Once the weakness in the devices security has been introduced, anyone can use it.  Anyone at all.  FBI agents with warrants, police officers without warrants, agents of unfriendly nations, competing businessmen, identity thieves or garden variety pornographers with a financial incentive to expose your most intimate photographs and communications to complete strangers.

We use our smartphone for an ever increasing range of activities and carry the devices, usually with GPS tracking enabled, everywhere we go.  We do our banking, we chat with friends and acquaintances and flirt with our romantic interests.  This means that these devices contain information of interest not just to FBI agents with warrants, but to an array of far less lawful persons with considerably less oversight or constraints.

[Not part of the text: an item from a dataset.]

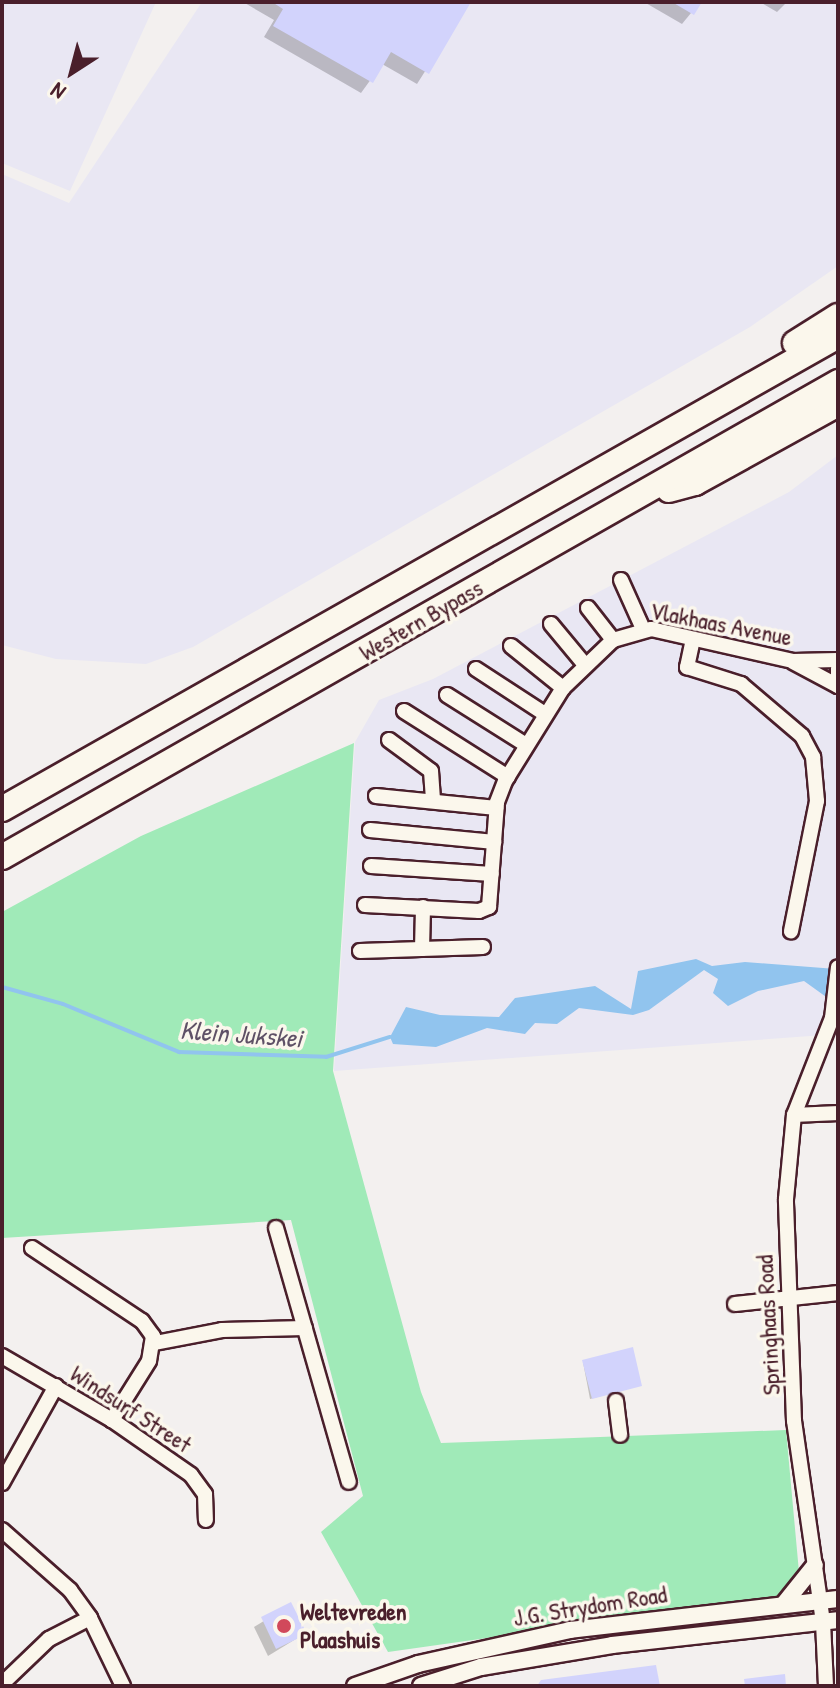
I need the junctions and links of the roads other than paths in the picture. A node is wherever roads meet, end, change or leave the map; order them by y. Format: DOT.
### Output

Even assuming our smartphones can be turned into black boxes without doors or any way in, information is vulnerable to intercept going into those black boxes and going out.  Our telecommunications provider can tell the government who we called, when and for how long we spoke with them and where we were when we did so.  The FBI has demonstrated the ability to penetrate the security even of persons using the strong encryption based web browser TOR and even technically savvy persons frequently make mistakes which can result in their communications being compromised.  The possibility of peoples communications “going dark” is a fantasy peddled by those with a vested interest in ease of access to those communications.  That’s the absolute that President Obama refuses to acknowledge in his own argument; that we must surrender the security of our smartphones or law enforcement will be powerless to disrupt terrorist attacks.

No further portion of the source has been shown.